• WHAT TO PRODUCE: The full set of entries has to be output exactly.

(Stored data entries)
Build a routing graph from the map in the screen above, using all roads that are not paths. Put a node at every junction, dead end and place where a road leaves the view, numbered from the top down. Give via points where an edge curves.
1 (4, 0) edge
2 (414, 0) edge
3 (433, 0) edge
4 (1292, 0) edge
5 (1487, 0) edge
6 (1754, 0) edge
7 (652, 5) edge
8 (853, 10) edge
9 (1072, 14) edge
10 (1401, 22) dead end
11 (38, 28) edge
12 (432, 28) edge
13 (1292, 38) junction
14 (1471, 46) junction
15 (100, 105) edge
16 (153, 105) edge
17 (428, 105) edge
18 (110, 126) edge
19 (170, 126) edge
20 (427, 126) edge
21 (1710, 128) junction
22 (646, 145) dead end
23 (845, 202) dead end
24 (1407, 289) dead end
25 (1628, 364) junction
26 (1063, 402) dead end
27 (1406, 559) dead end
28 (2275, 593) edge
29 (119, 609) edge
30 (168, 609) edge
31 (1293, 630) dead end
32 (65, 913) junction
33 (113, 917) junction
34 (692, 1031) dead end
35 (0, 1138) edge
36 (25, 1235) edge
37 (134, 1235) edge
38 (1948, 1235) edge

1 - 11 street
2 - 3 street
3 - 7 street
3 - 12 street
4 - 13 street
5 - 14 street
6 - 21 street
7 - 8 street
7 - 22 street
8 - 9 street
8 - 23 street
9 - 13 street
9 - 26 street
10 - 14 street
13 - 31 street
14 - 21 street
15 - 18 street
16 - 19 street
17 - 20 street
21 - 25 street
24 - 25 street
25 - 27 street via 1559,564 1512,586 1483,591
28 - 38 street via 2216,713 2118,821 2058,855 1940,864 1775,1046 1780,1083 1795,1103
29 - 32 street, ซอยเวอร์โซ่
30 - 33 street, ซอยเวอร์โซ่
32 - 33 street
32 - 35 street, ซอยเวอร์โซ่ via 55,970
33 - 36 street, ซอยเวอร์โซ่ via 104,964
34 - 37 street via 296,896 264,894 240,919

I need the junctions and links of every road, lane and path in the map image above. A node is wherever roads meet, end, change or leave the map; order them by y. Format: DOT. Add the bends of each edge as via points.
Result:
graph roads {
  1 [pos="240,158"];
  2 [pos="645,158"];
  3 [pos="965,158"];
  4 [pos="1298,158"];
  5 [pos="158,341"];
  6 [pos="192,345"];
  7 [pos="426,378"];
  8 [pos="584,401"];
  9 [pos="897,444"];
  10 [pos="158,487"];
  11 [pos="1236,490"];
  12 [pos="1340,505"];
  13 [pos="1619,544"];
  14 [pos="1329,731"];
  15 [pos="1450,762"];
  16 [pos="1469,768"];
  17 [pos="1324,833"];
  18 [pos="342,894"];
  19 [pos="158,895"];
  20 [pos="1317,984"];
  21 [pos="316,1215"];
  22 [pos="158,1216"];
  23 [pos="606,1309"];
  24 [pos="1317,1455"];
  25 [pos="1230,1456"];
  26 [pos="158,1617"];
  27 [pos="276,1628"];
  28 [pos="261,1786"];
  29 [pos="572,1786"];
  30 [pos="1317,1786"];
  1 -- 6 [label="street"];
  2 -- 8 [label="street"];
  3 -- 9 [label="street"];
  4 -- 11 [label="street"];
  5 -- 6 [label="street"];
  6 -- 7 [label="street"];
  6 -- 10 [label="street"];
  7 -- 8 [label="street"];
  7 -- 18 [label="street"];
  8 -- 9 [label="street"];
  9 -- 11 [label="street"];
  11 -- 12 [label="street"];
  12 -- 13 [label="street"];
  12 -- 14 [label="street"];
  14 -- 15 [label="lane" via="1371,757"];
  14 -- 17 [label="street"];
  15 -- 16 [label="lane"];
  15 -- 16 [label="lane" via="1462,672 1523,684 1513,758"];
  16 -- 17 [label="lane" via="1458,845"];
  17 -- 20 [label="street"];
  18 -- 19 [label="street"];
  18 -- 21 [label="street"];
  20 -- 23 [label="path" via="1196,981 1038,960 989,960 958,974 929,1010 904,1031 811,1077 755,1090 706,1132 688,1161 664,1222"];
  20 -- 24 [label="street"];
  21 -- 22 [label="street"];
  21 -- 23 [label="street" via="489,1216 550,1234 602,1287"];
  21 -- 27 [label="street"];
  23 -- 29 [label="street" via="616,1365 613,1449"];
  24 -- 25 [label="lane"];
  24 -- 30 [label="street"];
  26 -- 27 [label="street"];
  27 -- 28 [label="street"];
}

• TASK SOLUTION:
Build a routing graph from the map in the screen above, using all roads that are not paths. Put a node at every junction, dead end and place where a road leaves the view, numbered from the top down. Give via points where an edge curves.
1 (4, 0) edge
2 (414, 0) edge
3 (433, 0) edge
4 (1292, 0) edge
5 (1487, 0) edge
6 (1754, 0) edge
7 (652, 5) edge
8 (853, 10) edge
9 (1072, 14) edge
10 (1401, 22) dead end
11 (38, 28) edge
12 (432, 28) edge
13 (1292, 38) junction
14 (1471, 46) junction
15 (100, 105) edge
16 (153, 105) edge
17 (428, 105) edge
18 (110, 126) edge
19 (170, 126) edge
20 (427, 126) edge
21 (1710, 128) junction
22 (646, 145) dead end
23 (845, 202) dead end
24 (1407, 289) dead end
25 (1628, 364) junction
26 (1063, 402) dead end
27 (1406, 559) dead end
28 (2275, 593) edge
29 (119, 609) edge
30 (168, 609) edge
31 (1293, 630) dead end
32 (65, 913) junction
33 (113, 917) junction
34 (692, 1031) dead end
35 (0, 1138) edge
36 (25, 1235) edge
37 (134, 1235) edge
38 (1948, 1235) edge

1 - 11 street
2 - 3 street
3 - 7 street
3 - 12 street
4 - 13 street
5 - 14 street
6 - 21 street
7 - 8 street
7 - 22 street
8 - 9 street
8 - 23 street
9 - 13 street
9 - 26 street
10 - 14 street
13 - 31 street
14 - 21 street
15 - 18 street
16 - 19 street
17 - 20 street
21 - 25 street
24 - 25 street
25 - 27 street via 1559,564 1512,586 1483,591
28 - 38 street via 2216,713 2118,821 2058,855 1940,864 1775,1046 1780,1083 1795,1103
29 - 32 street, ซอยเวอร์โซ่
30 - 33 street, ซอยเวอร์โซ่
32 - 33 street
32 - 35 street, ซอยเวอร์โซ่ via 55,970
33 - 36 street, ซอยเวอร์โซ่ via 104,964
34 - 37 street via 296,896 264,894 240,919

I need the junctions and links of every road, lane and path in the map image above. A node is wherever roads meet, end, change or leave the map; order them by y. Format: DOT. Add the bends of each edge as via points.
Result:
graph roads {
  1 [pos="240,158"];
  2 [pos="645,158"];
  3 [pos="965,158"];
  4 [pos="1298,158"];
  5 [pos="158,341"];
  6 [pos="192,345"];
  7 [pos="426,378"];
  8 [pos="584,401"];
  9 [pos="897,444"];
  10 [pos="158,487"];
  11 [pos="1236,490"];
  12 [pos="1340,505"];
  13 [pos="1619,544"];
  14 [pos="1329,731"];
  15 [pos="1450,762"];
  16 [pos="1469,768"];
  17 [pos="1324,833"];
  18 [pos="342,894"];
  19 [pos="158,895"];
  20 [pos="1317,984"];
  21 [pos="316,1215"];
  22 [pos="158,1216"];
  23 [pos="606,1309"];
  24 [pos="1317,1455"];
  25 [pos="1230,1456"];
  26 [pos="158,1617"];
  27 [pos="276,1628"];
  28 [pos="261,1786"];
  29 [pos="572,1786"];
  30 [pos="1317,1786"];
  1 -- 6 [label="street"];
  2 -- 8 [label="street"];
  3 -- 9 [label="street"];
  4 -- 11 [label="street"];
  5 -- 6 [label="street"];
  6 -- 7 [label="street"];
  6 -- 10 [label="street"];
  7 -- 8 [label="street"];
  7 -- 18 [label="street"];
  8 -- 9 [label="street"];
  9 -- 11 [label="street"];
  11 -- 12 [label="street"];
  12 -- 13 [label="street"];
  12 -- 14 [label="street"];
  14 -- 15 [label="lane" via="1371,757"];
  14 -- 17 [label="street"];
  15 -- 16 [label="lane"];
  15 -- 16 [label="lane" via="1462,672 1523,684 1513,758"];
  16 -- 17 [label="lane" via="1458,845"];
  17 -- 20 [label="street"];
  18 -- 19 [label="street"];
  18 -- 21 [label="street"];
  20 -- 23 [label="path" via="1196,981 1038,960 989,960 958,974 929,1010 904,1031 811,1077 755,1090 706,1132 688,1161 664,1222"];
  20 -- 24 [label="street"];
  21 -- 22 [label="street"];
  21 -- 23 [label="street" via="489,1216 550,1234 602,1287"];
  21 -- 27 [label="street"];
  23 -- 29 [label="street" via="616,1365 613,1449"];
  24 -- 25 [label="lane"];
  24 -- 30 [label="street"];
  26 -- 27 [label="street"];
  27 -- 28 [label="street"];
}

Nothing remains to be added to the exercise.